December 11, 2024

  • Antony Gevisser, Senior Vice President for Legal and Regulatory Affairs, Super Group

The online gambling black market – at what cost?

IN THIS ARTICLE ANTONY GEVISSER EXAMINES THE MEANINGFUL AND PRACTICAL ROLE THAT RESPONSIBLE REGULATORS SHOULD PLAY IN THE MINIMISATION OF THE FLIGHT TO THE ‘BLACK MARKET’.

Introduction

In recent months there has been an increase in discussions around the subject of the online gambling black market. Invariably these have focused on the degree to which regulators are aware of the issue and the extent to which they are meaningfully and practically acting to mitigate against it. This paper intends therefore to address these questions.

What is the ‘Black Market’?

For the purposes of this paper, the ‘Black Market’ is a coverall term for a situation where online gambling and/or sports betting products are offered within a defined territory, without the requisite licence or authorisation and where such a licence or authorisation is clearly and lawfully required by an established, recognised and dedicated regulatory body.
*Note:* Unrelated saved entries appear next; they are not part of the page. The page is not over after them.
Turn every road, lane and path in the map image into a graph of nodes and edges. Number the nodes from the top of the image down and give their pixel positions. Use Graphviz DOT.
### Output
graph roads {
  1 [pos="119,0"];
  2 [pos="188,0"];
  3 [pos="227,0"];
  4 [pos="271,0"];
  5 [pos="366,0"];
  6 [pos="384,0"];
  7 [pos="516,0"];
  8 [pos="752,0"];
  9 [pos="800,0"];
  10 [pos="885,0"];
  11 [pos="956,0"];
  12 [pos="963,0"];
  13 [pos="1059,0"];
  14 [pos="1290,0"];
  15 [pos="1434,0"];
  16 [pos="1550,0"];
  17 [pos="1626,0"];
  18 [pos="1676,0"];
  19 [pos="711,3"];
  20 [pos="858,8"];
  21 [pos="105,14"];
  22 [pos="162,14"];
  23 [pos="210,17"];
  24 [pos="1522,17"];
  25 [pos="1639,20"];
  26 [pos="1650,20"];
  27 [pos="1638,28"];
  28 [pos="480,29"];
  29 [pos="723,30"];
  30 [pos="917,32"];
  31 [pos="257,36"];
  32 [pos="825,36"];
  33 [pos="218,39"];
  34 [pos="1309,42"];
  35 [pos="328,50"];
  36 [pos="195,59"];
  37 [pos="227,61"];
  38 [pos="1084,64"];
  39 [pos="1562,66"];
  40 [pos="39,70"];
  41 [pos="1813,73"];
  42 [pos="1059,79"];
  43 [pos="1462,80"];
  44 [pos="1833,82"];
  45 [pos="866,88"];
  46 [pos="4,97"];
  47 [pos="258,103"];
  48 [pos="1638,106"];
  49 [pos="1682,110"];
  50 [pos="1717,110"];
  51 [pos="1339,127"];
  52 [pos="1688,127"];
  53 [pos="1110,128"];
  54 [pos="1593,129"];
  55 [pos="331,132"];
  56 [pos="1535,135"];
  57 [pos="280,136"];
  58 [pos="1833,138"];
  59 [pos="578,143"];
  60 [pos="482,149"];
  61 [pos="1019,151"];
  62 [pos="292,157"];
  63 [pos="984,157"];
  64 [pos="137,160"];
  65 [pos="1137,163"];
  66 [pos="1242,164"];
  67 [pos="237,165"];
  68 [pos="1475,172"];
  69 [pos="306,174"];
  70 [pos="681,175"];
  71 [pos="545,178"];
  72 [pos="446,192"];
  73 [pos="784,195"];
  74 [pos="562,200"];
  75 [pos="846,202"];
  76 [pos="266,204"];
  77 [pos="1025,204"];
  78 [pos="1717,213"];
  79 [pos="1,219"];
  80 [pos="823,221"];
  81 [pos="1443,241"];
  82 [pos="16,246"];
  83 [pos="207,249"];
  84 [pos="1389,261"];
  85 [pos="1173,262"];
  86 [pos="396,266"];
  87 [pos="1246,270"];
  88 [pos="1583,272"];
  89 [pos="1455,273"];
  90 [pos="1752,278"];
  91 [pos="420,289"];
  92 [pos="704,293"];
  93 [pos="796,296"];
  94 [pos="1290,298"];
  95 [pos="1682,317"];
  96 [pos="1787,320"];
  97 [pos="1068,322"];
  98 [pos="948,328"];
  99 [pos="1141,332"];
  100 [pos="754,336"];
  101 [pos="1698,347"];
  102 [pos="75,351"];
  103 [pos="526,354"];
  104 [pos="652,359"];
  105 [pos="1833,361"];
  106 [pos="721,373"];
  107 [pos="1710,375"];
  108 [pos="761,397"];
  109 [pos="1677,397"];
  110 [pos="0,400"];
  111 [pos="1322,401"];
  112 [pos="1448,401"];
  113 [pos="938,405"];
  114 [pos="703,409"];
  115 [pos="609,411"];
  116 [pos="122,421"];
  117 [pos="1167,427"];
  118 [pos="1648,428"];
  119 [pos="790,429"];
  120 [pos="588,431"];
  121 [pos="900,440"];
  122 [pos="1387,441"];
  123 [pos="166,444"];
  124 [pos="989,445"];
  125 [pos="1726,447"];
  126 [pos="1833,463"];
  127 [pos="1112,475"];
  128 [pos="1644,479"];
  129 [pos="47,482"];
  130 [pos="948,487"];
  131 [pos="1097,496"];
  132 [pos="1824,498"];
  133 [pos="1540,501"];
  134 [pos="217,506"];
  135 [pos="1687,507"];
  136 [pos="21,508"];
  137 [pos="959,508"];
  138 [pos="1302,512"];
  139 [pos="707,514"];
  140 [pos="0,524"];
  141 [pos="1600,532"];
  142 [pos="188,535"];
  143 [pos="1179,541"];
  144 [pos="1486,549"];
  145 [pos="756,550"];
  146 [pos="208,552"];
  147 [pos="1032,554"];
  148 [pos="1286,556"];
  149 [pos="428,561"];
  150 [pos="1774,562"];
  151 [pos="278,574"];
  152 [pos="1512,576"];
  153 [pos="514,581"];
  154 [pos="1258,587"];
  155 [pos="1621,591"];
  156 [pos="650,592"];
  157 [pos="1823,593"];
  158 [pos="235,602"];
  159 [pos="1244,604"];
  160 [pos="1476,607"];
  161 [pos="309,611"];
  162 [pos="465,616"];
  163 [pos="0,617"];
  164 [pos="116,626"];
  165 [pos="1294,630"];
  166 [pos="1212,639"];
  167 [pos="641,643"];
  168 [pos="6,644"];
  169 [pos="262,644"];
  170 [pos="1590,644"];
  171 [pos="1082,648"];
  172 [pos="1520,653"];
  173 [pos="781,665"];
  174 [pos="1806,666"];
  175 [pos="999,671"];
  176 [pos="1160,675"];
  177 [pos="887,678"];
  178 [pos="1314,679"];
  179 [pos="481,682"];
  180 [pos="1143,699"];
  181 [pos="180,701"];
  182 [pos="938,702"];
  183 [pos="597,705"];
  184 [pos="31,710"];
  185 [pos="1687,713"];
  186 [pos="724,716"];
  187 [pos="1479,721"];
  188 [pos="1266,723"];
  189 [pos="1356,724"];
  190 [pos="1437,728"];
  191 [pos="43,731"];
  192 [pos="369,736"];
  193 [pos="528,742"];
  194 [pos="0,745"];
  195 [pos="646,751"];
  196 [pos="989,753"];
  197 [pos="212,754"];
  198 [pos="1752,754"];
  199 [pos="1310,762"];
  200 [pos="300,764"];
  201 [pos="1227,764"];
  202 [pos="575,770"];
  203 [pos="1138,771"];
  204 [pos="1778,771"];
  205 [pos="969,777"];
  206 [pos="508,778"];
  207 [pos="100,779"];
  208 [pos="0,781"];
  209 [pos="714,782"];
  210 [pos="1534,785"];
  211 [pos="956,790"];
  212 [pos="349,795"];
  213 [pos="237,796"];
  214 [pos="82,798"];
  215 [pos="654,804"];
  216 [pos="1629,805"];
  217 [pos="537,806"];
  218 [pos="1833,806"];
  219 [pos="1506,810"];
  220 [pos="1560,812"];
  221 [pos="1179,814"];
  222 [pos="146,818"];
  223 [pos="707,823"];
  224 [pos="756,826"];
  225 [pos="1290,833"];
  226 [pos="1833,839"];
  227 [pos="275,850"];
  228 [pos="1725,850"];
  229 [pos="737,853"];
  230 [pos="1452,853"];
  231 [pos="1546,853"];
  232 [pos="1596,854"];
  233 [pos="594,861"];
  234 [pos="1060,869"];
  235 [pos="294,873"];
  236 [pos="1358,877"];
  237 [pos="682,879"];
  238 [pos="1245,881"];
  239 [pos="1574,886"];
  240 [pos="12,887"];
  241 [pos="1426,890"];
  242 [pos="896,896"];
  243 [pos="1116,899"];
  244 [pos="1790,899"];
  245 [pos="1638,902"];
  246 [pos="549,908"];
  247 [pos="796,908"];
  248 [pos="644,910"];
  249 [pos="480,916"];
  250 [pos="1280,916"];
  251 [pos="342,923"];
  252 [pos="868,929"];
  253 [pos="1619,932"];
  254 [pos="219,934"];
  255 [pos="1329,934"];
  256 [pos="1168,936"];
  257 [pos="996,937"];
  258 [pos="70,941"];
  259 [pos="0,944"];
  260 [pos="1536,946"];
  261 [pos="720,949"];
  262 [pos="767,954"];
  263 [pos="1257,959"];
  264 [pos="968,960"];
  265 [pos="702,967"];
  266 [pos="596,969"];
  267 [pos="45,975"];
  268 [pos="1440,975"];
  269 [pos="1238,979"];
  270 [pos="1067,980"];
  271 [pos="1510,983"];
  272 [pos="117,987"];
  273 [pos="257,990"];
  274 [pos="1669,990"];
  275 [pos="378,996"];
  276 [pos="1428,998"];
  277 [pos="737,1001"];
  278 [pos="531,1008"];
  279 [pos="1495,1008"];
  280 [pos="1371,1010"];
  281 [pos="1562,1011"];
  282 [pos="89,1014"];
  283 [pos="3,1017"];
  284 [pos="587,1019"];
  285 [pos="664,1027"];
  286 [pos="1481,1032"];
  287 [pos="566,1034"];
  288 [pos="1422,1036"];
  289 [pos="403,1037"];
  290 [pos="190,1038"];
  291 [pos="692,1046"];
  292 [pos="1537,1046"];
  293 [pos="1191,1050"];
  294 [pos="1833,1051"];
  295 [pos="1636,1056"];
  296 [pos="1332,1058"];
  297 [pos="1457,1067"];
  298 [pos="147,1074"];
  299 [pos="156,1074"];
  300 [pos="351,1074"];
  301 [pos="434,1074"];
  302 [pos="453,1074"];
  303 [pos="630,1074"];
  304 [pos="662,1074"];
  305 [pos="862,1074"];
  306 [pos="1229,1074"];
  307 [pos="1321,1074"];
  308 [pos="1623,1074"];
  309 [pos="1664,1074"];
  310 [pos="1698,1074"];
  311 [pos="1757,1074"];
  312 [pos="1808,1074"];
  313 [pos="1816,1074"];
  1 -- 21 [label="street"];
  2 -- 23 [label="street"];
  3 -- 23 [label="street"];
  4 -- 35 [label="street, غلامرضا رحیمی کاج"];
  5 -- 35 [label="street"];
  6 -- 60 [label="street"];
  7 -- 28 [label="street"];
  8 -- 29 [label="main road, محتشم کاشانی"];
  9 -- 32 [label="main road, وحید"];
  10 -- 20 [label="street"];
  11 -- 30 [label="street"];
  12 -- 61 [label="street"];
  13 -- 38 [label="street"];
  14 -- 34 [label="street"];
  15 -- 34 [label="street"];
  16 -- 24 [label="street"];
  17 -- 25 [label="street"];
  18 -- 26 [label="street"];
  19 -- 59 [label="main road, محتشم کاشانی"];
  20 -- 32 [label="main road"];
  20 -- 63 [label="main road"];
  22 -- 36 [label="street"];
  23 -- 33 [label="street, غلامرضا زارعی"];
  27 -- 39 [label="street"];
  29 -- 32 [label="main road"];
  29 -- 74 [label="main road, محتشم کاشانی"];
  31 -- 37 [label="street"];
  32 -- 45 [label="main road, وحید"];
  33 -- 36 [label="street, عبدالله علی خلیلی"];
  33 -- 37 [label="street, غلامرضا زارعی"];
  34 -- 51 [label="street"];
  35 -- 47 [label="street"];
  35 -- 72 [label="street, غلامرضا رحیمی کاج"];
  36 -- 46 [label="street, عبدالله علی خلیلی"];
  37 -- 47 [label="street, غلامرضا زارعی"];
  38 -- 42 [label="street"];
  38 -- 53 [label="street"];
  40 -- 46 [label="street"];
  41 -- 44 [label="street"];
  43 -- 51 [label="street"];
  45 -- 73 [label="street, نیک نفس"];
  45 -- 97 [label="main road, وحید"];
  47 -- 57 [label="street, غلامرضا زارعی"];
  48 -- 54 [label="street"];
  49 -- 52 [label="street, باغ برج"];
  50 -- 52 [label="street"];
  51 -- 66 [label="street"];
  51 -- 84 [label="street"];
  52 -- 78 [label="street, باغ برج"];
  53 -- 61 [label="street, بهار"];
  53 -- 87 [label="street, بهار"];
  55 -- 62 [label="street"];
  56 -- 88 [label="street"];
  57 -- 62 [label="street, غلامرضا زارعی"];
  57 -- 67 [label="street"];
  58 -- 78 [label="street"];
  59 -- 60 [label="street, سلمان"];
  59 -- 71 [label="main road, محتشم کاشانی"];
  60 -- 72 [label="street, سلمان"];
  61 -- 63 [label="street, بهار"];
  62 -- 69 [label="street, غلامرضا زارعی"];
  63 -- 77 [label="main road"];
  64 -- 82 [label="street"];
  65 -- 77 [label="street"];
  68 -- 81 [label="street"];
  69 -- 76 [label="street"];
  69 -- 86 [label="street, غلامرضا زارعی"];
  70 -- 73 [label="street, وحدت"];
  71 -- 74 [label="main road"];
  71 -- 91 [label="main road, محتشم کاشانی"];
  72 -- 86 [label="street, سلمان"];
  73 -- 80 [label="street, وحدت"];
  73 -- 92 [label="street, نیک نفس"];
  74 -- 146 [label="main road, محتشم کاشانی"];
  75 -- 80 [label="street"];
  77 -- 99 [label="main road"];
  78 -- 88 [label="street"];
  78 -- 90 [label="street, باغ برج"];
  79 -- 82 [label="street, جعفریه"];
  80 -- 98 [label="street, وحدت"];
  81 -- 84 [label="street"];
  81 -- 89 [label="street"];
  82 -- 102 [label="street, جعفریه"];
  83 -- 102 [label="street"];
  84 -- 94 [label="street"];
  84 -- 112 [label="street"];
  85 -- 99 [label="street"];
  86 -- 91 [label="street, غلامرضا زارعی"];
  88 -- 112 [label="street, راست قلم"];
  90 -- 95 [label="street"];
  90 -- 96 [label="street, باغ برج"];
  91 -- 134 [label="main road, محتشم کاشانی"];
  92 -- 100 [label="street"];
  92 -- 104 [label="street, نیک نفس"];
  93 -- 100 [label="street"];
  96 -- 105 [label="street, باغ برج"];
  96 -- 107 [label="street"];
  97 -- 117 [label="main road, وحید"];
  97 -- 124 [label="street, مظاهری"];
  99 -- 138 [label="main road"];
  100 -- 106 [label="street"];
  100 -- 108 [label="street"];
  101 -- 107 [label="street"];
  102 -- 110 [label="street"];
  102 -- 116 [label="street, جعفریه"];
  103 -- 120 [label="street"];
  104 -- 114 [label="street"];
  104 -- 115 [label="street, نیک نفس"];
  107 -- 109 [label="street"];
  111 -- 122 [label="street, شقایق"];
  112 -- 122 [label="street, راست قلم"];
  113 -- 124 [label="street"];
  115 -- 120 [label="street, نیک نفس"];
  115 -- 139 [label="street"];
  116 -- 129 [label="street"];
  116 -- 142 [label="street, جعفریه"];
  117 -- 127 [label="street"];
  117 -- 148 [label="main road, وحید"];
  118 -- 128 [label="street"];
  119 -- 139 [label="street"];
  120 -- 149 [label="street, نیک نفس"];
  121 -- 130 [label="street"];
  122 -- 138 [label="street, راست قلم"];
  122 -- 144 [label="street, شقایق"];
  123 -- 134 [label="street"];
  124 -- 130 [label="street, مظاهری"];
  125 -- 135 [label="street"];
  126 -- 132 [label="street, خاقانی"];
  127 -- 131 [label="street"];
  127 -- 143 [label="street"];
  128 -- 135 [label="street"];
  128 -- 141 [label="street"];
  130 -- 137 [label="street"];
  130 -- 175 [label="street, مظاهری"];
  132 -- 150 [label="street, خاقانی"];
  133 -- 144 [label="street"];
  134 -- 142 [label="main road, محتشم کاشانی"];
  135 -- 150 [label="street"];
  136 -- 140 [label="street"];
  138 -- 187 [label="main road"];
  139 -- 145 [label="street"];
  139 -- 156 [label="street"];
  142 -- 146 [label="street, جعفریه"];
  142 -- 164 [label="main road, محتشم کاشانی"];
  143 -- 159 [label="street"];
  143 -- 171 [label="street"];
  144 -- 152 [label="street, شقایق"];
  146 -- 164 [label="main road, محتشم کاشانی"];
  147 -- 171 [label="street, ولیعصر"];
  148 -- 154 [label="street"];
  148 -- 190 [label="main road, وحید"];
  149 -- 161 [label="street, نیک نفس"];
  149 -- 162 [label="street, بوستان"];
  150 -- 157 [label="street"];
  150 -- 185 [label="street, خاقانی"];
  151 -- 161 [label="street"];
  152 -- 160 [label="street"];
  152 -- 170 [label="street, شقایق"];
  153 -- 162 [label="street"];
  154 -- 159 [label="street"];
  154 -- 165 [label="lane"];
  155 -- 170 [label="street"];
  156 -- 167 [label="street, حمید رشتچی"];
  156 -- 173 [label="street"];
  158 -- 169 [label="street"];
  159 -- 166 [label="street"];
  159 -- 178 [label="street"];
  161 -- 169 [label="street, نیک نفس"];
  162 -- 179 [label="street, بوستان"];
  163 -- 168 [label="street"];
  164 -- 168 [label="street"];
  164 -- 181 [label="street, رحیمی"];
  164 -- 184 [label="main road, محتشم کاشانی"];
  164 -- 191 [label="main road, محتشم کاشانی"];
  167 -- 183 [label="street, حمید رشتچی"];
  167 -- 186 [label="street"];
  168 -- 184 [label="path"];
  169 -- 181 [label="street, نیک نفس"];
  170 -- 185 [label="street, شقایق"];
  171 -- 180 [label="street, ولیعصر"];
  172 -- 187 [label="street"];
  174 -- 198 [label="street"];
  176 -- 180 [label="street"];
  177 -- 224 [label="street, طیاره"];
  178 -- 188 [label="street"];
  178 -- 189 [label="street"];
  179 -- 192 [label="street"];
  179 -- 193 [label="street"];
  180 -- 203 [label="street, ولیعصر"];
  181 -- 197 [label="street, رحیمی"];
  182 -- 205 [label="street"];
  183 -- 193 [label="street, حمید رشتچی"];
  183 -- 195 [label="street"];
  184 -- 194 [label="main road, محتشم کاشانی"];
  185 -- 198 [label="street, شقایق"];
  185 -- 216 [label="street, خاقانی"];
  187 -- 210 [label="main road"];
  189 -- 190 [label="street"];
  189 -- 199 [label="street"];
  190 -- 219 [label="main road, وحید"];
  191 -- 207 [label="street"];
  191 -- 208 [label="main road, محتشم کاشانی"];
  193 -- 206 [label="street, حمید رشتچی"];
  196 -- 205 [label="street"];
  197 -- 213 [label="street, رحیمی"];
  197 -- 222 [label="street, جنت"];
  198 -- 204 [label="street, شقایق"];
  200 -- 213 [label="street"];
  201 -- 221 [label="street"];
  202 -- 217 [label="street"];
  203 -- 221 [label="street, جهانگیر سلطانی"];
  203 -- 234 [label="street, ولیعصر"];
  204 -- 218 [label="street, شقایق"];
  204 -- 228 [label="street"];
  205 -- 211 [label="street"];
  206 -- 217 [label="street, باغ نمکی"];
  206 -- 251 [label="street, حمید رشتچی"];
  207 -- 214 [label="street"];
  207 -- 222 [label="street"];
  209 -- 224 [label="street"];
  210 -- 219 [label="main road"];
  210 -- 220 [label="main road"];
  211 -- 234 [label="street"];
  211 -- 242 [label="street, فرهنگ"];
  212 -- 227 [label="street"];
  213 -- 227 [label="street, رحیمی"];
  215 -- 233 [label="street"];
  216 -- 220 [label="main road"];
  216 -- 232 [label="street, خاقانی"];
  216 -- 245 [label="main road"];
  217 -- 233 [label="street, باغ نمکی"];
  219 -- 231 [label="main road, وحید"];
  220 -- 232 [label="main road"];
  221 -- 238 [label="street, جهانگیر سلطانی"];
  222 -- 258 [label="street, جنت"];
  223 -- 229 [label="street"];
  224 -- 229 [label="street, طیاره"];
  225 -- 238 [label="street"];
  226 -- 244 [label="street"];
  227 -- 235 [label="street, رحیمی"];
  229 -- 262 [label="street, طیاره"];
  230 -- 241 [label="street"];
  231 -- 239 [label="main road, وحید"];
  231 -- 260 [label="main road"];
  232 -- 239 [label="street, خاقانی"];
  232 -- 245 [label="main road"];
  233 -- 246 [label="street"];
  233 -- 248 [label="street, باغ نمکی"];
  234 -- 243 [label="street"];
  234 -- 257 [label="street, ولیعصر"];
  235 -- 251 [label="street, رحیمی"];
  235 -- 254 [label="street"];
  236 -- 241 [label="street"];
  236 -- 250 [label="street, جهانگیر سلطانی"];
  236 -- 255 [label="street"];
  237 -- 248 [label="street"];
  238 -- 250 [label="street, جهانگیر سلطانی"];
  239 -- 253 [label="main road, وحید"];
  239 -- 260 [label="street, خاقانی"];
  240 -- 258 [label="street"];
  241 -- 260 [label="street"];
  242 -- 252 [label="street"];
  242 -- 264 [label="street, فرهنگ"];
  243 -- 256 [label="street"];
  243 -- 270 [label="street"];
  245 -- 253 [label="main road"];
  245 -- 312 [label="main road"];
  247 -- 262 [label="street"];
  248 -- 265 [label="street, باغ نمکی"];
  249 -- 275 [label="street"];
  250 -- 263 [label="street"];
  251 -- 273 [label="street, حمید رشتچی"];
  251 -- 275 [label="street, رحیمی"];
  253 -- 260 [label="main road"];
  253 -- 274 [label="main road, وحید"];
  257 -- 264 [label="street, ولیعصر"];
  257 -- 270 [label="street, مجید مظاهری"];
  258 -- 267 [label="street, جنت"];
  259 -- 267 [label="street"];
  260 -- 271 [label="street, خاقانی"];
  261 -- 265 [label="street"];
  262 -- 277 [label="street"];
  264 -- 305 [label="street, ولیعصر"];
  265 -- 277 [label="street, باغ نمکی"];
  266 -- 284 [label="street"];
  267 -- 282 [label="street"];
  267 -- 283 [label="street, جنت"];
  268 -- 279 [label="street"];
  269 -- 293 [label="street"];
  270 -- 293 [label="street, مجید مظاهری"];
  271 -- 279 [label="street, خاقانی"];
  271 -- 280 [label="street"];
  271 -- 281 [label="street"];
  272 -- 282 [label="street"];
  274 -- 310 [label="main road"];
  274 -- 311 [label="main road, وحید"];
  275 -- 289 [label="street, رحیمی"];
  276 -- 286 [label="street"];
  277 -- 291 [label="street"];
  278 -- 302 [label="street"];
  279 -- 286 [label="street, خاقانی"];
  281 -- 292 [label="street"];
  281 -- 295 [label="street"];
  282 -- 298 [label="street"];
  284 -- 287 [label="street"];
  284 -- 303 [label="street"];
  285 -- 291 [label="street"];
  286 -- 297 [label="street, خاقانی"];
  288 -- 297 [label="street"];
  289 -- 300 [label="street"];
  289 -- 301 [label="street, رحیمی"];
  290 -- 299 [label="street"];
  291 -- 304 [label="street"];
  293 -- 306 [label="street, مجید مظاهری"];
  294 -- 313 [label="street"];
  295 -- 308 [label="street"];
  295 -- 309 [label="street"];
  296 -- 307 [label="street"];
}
The black market is also referred to as the ‘illegal’ market. Generally, and in the context of this paper, the black market is distinct from ‘grey’ or ‘unregulated’ markets which broadly speaking, inter alia, lack clear, local territorial licensing requirements for online gambling products. Consequently, such offerings are, arguably, legally defensible. Within the black market itself there is also a nuanced difference between black marketers which are licensed under a regulatory regime and those which are not licensed at all. In instances where there is some type of licence in place this will necessarily be from outside the country in which the online products are offered. Usually the regulating authority will have lesser requirements in many respects, compared to (a) other such more legitimate regulatory regimes and (b) the regulatory authority in the territory in which the online products are offered. These requirements often relate to Anti- Money Laundering, Source of Wealth, Age Verification and Affordability checks.

The benefits of holding a licence, in addition to lending a degree of ‘legitimacy’, relate mainly to the ability to process financial transactions. However, whilst it is more difficult to access Payment Service Providers (PSPs) in instances where no licence covers the online offerings, there is ample evidence to show that, despite this, many unlicensed operators still manage to move money in terms of deposits and withdrawals. This is either because there are PSPs who are prepared to run the risk of providing services to them or that other methods of payment such as cryptocurrencies are being used.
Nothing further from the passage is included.